What to produce:
Repeat the data exactly as given below, dropping every picture.

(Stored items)
◇ ◇ ◇ ◇ ◇
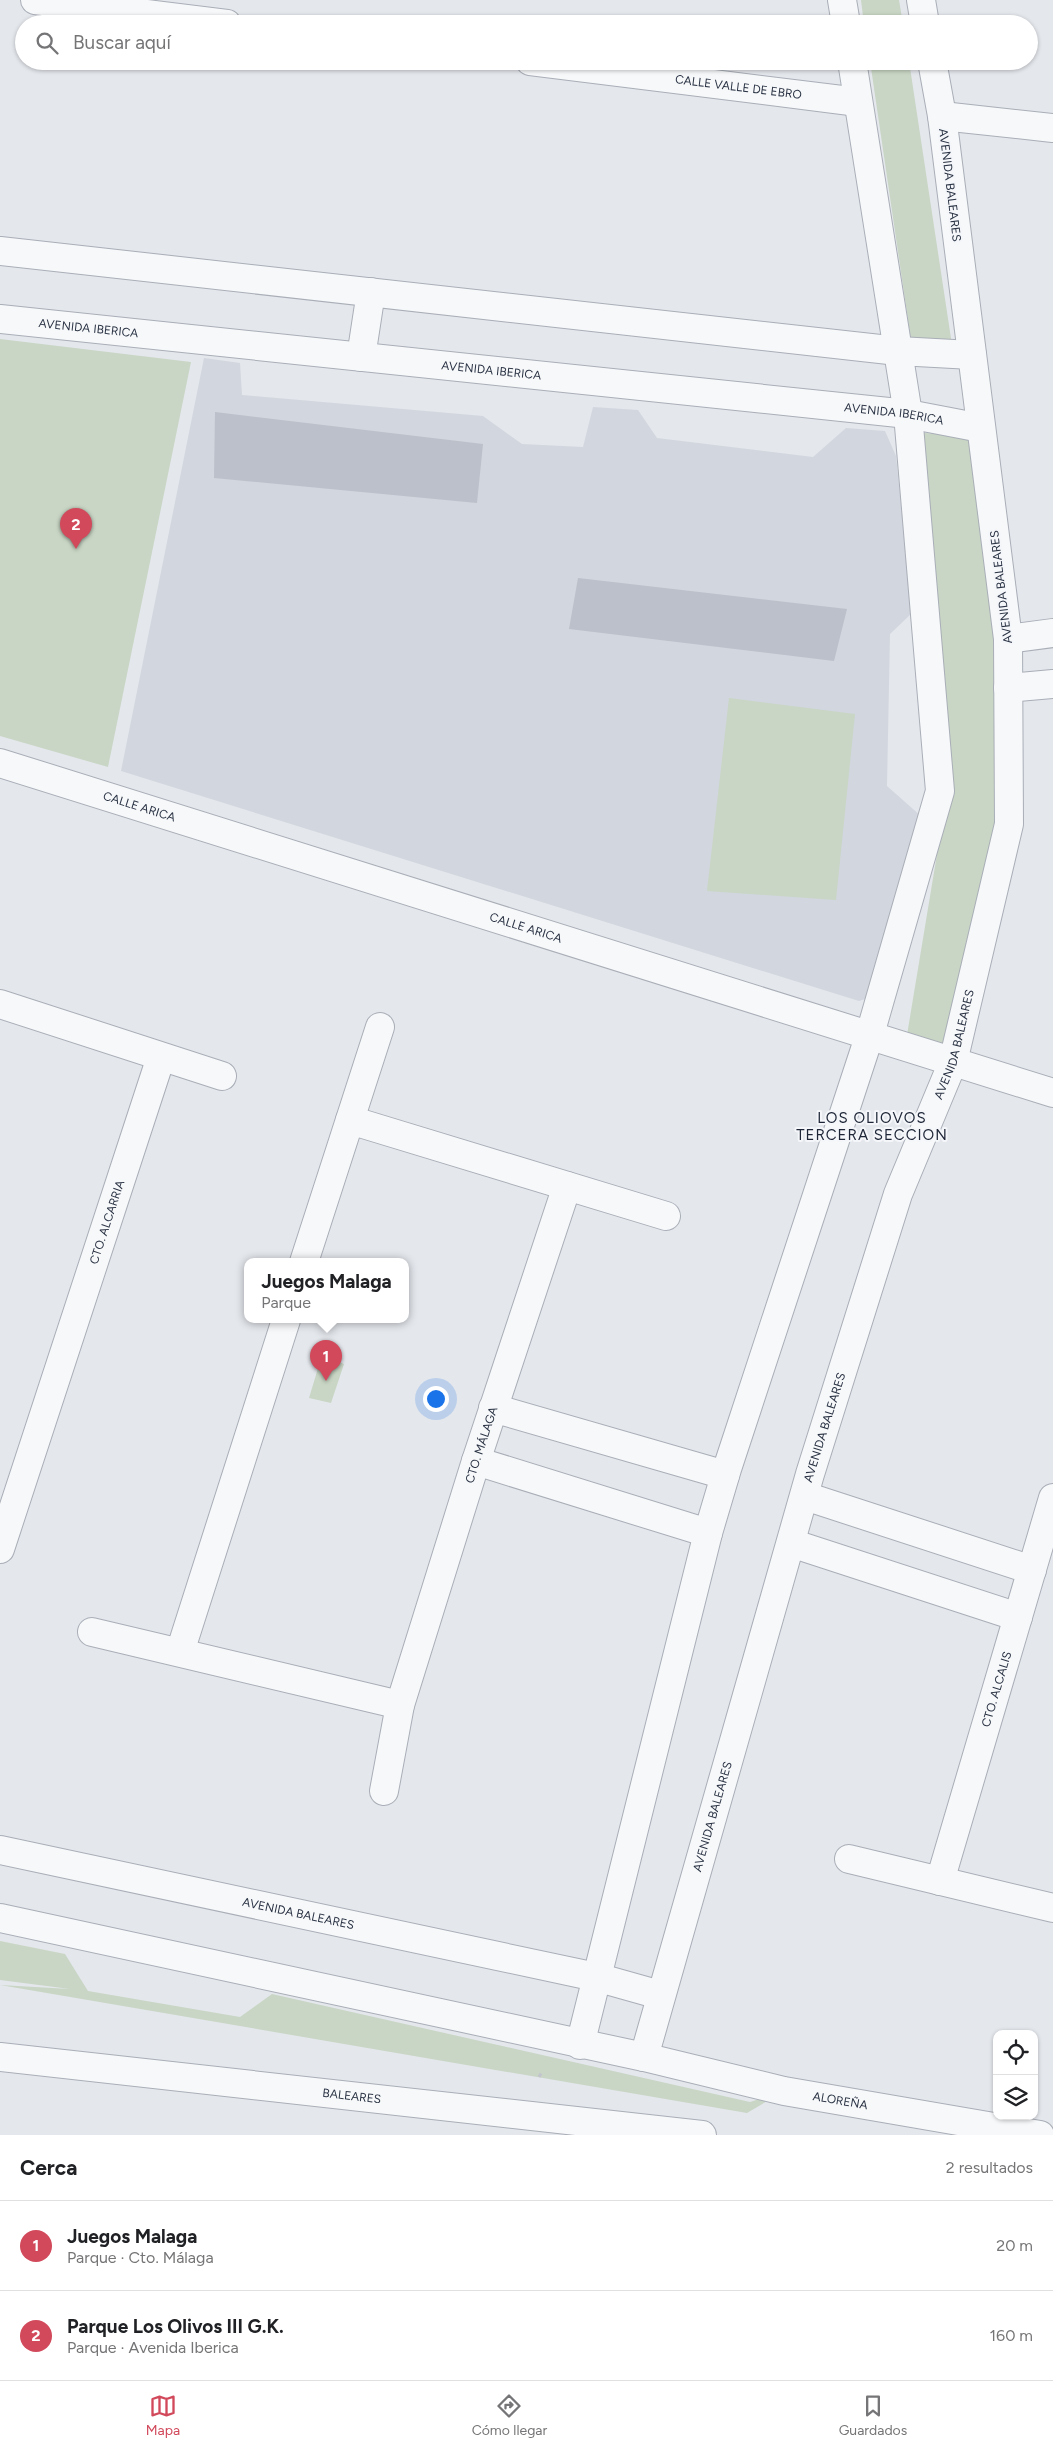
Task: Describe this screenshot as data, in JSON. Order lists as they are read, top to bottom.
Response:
{
  "streets": {
    "street": [
      "CALLE VALLE DE EBRO",
      "AVENIDA BALEARES",
      "AVENIDA IBERICA",
      "CALLE ARICA",
      "CTO. ALCARRIA",
      "CTO. MÁLAGA",
      "CTO. ALCALIS",
      "BALEARES",
      "ALOREÑA"
    ]
  },
  "crossings": [
    ["AVENIDA BALEARES", "AVENIDA IBERICA"],
    ["AVENIDA BALEARES", "CALLE ARICA"],
    ["AVENIDA BALEARES", "ALOREÑA"]
  ],
  "districts": ["LOS OLIOVOS TERCERA SECCION"],
  "page": {
    "search": "Buscar aquí",
    "pins": ["2", "1"],
    "popup": ["Juegos Malaga", "Parque"],
    "heading": ["Cerca", "2 resultados"],
    "list": [
      {
        "mark": "1",
        "name": "Juegos Malaga",
        "note": "Parque · Cto. Málaga",
        "value": "20 m"
      },
      {
        "mark": "2",
        "name": "Parque Los Olivos III G.K.",
        "note": "Parque · Avenida Iberica",
        "value": "160 m"
      }
    ],
    "nav": ["Mapa", "Cómo llegar", "Guardados"]
  }
}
◇ ◇ ◇ ◇ ◇
Result for this exercise:
Task: Describe this screenshot as data, in JSON. Order lists as they are read, top to bottom.
Response:
{
  "streets": {
    "street": [
      "CALLE VALLE DE EBRO",
      "AVENIDA BALEARES",
      "AVENIDA IBERICA",
      "CALLE ARICA",
      "CTO. ALCARRIA",
      "CTO. MÁLAGA",
      "CTO. ALCALIS",
      "BALEARES",
      "ALOREÑA"
    ]
  },
  "crossings": [
    ["AVENIDA BALEARES", "AVENIDA IBERICA"],
    ["AVENIDA BALEARES", "CALLE ARICA"],
    ["AVENIDA BALEARES", "ALOREÑA"]
  ],
  "districts": ["LOS OLIOVOS TERCERA SECCION"],
  "page": {
    "search": "Buscar aquí",
    "pins": ["2", "1"],
    "popup": ["Juegos Malaga", "Parque"],
    "heading": ["Cerca", "2 resultados"],
    "list": [
      {
        "mark": "1",
        "name": "Juegos Malaga",
        "note": "Parque · Cto. Málaga",
        "value": "20 m"
      },
      {
        "mark": "2",
        "name": "Parque Los Olivos III G.K.",
        "note": "Parque · Avenida Iberica",
        "value": "160 m"
      }
    ],
    "nav": ["Mapa", "Cómo llegar", "Guardados"]
  }
}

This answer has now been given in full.